───── SOURCE INFORMATION

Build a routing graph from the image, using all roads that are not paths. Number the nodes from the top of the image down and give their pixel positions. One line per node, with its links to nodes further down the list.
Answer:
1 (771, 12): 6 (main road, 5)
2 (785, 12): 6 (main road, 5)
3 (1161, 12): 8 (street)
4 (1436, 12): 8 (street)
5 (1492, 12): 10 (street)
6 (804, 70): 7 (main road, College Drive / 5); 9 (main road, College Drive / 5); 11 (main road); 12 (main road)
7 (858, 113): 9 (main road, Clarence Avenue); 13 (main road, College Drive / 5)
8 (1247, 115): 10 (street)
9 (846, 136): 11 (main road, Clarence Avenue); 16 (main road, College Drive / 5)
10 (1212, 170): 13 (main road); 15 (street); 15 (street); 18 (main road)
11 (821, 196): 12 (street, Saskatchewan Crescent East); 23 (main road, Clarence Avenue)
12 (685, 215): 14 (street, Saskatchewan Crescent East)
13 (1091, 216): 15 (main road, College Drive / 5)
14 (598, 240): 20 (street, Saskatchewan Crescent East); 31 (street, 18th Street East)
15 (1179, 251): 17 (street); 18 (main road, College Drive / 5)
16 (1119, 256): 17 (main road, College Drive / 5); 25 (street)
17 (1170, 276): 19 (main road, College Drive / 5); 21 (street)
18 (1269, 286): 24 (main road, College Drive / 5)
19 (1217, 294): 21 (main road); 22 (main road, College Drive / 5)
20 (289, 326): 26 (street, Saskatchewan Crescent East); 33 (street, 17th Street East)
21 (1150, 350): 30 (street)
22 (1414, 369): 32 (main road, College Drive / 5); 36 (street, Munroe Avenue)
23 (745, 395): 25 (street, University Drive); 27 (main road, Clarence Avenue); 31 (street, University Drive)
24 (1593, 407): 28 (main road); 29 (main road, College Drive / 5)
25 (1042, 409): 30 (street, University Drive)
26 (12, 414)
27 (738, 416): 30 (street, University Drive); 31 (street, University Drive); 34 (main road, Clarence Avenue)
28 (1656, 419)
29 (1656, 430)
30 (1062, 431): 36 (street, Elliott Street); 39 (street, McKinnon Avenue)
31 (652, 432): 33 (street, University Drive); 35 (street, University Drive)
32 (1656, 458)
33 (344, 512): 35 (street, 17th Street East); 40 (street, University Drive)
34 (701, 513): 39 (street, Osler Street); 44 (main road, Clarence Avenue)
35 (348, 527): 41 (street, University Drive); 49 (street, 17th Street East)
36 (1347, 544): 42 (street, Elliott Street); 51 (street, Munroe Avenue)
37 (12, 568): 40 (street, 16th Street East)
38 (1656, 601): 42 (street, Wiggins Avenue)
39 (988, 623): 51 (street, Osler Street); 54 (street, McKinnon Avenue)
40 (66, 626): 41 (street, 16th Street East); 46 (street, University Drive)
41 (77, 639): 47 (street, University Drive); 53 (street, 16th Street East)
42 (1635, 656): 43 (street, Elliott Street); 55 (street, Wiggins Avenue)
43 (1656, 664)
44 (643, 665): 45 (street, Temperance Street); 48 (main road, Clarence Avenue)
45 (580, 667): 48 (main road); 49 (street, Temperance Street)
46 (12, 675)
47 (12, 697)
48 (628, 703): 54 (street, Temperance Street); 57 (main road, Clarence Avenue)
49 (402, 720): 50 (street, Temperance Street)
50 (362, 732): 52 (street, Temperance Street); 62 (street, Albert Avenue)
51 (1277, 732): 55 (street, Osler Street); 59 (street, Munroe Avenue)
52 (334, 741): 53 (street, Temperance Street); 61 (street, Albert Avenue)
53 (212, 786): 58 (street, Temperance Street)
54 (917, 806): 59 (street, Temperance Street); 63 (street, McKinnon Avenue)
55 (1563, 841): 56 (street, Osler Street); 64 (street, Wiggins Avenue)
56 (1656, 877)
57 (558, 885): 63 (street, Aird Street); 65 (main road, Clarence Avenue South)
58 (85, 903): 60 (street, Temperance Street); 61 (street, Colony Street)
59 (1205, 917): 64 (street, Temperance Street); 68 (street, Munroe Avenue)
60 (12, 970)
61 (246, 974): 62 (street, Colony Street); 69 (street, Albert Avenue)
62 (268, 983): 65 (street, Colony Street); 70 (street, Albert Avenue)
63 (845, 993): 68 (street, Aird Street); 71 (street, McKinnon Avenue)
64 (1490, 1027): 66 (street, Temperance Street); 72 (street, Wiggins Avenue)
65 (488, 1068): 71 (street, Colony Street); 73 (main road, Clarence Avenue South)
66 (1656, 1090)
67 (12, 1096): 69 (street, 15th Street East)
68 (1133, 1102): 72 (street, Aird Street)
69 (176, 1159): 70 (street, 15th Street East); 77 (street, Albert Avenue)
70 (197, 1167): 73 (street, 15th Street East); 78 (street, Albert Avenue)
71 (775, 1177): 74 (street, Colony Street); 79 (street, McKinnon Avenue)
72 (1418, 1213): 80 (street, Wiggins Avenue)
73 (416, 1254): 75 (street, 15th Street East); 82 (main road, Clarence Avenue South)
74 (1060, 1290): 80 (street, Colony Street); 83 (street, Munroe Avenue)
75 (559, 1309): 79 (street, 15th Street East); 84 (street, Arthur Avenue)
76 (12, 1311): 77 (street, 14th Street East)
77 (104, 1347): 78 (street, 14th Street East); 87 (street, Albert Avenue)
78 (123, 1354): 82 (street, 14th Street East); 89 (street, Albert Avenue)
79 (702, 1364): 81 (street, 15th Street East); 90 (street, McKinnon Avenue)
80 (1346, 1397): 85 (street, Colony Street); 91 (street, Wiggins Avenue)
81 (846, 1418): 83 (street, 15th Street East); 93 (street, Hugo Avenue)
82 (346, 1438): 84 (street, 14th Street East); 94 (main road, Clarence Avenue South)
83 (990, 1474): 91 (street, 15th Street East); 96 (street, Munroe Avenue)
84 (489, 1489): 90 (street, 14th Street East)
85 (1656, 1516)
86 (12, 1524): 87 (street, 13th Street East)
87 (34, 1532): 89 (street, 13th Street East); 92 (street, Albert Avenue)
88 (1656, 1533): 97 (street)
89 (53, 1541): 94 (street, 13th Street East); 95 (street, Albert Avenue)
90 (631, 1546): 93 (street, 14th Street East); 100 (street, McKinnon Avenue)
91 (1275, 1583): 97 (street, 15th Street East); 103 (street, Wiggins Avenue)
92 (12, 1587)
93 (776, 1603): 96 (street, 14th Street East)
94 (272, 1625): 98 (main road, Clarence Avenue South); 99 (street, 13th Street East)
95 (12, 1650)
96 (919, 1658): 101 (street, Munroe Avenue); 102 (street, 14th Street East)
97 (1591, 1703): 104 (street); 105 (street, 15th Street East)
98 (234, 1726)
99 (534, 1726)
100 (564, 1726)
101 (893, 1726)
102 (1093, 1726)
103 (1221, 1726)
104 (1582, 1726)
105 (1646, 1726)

──────────

Nothing should be left out or altered, so reproduce the whole listing.

:: ANSWER SECTION ::
Build a routing graph from the image, using all roads that are not paths. Number the nodes from the top of the image down and give their pixel positions. One line per node, with its links to nodes further down the list.
Answer:
1 (771, 12): 6 (main road, 5)
2 (785, 12): 6 (main road, 5)
3 (1161, 12): 8 (street)
4 (1436, 12): 8 (street)
5 (1492, 12): 10 (street)
6 (804, 70): 7 (main road, College Drive / 5); 9 (main road, College Drive / 5); 11 (main road); 12 (main road)
7 (858, 113): 9 (main road, Clarence Avenue); 13 (main road, College Drive / 5)
8 (1247, 115): 10 (street)
9 (846, 136): 11 (main road, Clarence Avenue); 16 (main road, College Drive / 5)
10 (1212, 170): 13 (main road); 15 (street); 15 (street); 18 (main road)
11 (821, 196): 12 (street, Saskatchewan Crescent East); 23 (main road, Clarence Avenue)
12 (685, 215): 14 (street, Saskatchewan Crescent East)
13 (1091, 216): 15 (main road, College Drive / 5)
14 (598, 240): 20 (street, Saskatchewan Crescent East); 31 (street, 18th Street East)
15 (1179, 251): 17 (street); 18 (main road, College Drive / 5)
16 (1119, 256): 17 (main road, College Drive / 5); 25 (street)
17 (1170, 276): 19 (main road, College Drive / 5); 21 (street)
18 (1269, 286): 24 (main road, College Drive / 5)
19 (1217, 294): 21 (main road); 22 (main road, College Drive / 5)
20 (289, 326): 26 (street, Saskatchewan Crescent East); 33 (street, 17th Street East)
21 (1150, 350): 30 (street)
22 (1414, 369): 32 (main road, College Drive / 5); 36 (street, Munroe Avenue)
23 (745, 395): 25 (street, University Drive); 27 (main road, Clarence Avenue); 31 (street, University Drive)
24 (1593, 407): 28 (main road); 29 (main road, College Drive / 5)
25 (1042, 409): 30 (street, University Drive)
26 (12, 414)
27 (738, 416): 30 (street, University Drive); 31 (street, University Drive); 34 (main road, Clarence Avenue)
28 (1656, 419)
29 (1656, 430)
30 (1062, 431): 36 (street, Elliott Street); 39 (street, McKinnon Avenue)
31 (652, 432): 33 (street, University Drive); 35 (street, University Drive)
32 (1656, 458)
33 (344, 512): 35 (street, 17th Street East); 40 (street, University Drive)
34 (701, 513): 39 (street, Osler Street); 44 (main road, Clarence Avenue)
35 (348, 527): 41 (street, University Drive); 49 (street, 17th Street East)
36 (1347, 544): 42 (street, Elliott Street); 51 (street, Munroe Avenue)
37 (12, 568): 40 (street, 16th Street East)
38 (1656, 601): 42 (street, Wiggins Avenue)
39 (988, 623): 51 (street, Osler Street); 54 (street, McKinnon Avenue)
40 (66, 626): 41 (street, 16th Street East); 46 (street, University Drive)
41 (77, 639): 47 (street, University Drive); 53 (street, 16th Street East)
42 (1635, 656): 43 (street, Elliott Street); 55 (street, Wiggins Avenue)
43 (1656, 664)
44 (643, 665): 45 (street, Temperance Street); 48 (main road, Clarence Avenue)
45 (580, 667): 48 (main road); 49 (street, Temperance Street)
46 (12, 675)
47 (12, 697)
48 (628, 703): 54 (street, Temperance Street); 57 (main road, Clarence Avenue)
49 (402, 720): 50 (street, Temperance Street)
50 (362, 732): 52 (street, Temperance Street); 62 (street, Albert Avenue)
51 (1277, 732): 55 (street, Osler Street); 59 (street, Munroe Avenue)
52 (334, 741): 53 (street, Temperance Street); 61 (street, Albert Avenue)
53 (212, 786): 58 (street, Temperance Street)
54 (917, 806): 59 (street, Temperance Street); 63 (street, McKinnon Avenue)
55 (1563, 841): 56 (street, Osler Street); 64 (street, Wiggins Avenue)
56 (1656, 877)
57 (558, 885): 63 (street, Aird Street); 65 (main road, Clarence Avenue South)
58 (85, 903): 60 (street, Temperance Street); 61 (street, Colony Street)
59 (1205, 917): 64 (street, Temperance Street); 68 (street, Munroe Avenue)
60 (12, 970)
61 (246, 974): 62 (street, Colony Street); 69 (street, Albert Avenue)
62 (268, 983): 65 (street, Colony Street); 70 (street, Albert Avenue)
63 (845, 993): 68 (street, Aird Street); 71 (street, McKinnon Avenue)
64 (1490, 1027): 66 (street, Temperance Street); 72 (street, Wiggins Avenue)
65 (488, 1068): 71 (street, Colony Street); 73 (main road, Clarence Avenue South)
66 (1656, 1090)
67 (12, 1096): 69 (street, 15th Street East)
68 (1133, 1102): 72 (street, Aird Street)
69 (176, 1159): 70 (street, 15th Street East); 77 (street, Albert Avenue)
70 (197, 1167): 73 (street, 15th Street East); 78 (street, Albert Avenue)
71 (775, 1177): 74 (street, Colony Street); 79 (street, McKinnon Avenue)
72 (1418, 1213): 80 (street, Wiggins Avenue)
73 (416, 1254): 75 (street, 15th Street East); 82 (main road, Clarence Avenue South)
74 (1060, 1290): 80 (street, Colony Street); 83 (street, Munroe Avenue)
75 (559, 1309): 79 (street, 15th Street East); 84 (street, Arthur Avenue)
76 (12, 1311): 77 (street, 14th Street East)
77 (104, 1347): 78 (street, 14th Street East); 87 (street, Albert Avenue)
78 (123, 1354): 82 (street, 14th Street East); 89 (street, Albert Avenue)
79 (702, 1364): 81 (street, 15th Street East); 90 (street, McKinnon Avenue)
80 (1346, 1397): 85 (street, Colony Street); 91 (street, Wiggins Avenue)
81 (846, 1418): 83 (street, 15th Street East); 93 (street, Hugo Avenue)
82 (346, 1438): 84 (street, 14th Street East); 94 (main road, Clarence Avenue South)
83 (990, 1474): 91 (street, 15th Street East); 96 (street, Munroe Avenue)
84 (489, 1489): 90 (street, 14th Street East)
85 (1656, 1516)
86 (12, 1524): 87 (street, 13th Street East)
87 (34, 1532): 89 (street, 13th Street East); 92 (street, Albert Avenue)
88 (1656, 1533): 97 (street)
89 (53, 1541): 94 (street, 13th Street East); 95 (street, Albert Avenue)
90 (631, 1546): 93 (street, 14th Street East); 100 (street, McKinnon Avenue)
91 (1275, 1583): 97 (street, 15th Street East); 103 (street, Wiggins Avenue)
92 (12, 1587)
93 (776, 1603): 96 (street, 14th Street East)
94 (272, 1625): 98 (main road, Clarence Avenue South); 99 (street, 13th Street East)
95 (12, 1650)
96 (919, 1658): 101 (street, Munroe Avenue); 102 (street, 14th Street East)
97 (1591, 1703): 104 (street); 105 (street, 15th Street East)
98 (234, 1726)
99 (534, 1726)
100 (564, 1726)
101 (893, 1726)
102 (1093, 1726)
103 (1221, 1726)
104 (1582, 1726)
105 (1646, 1726)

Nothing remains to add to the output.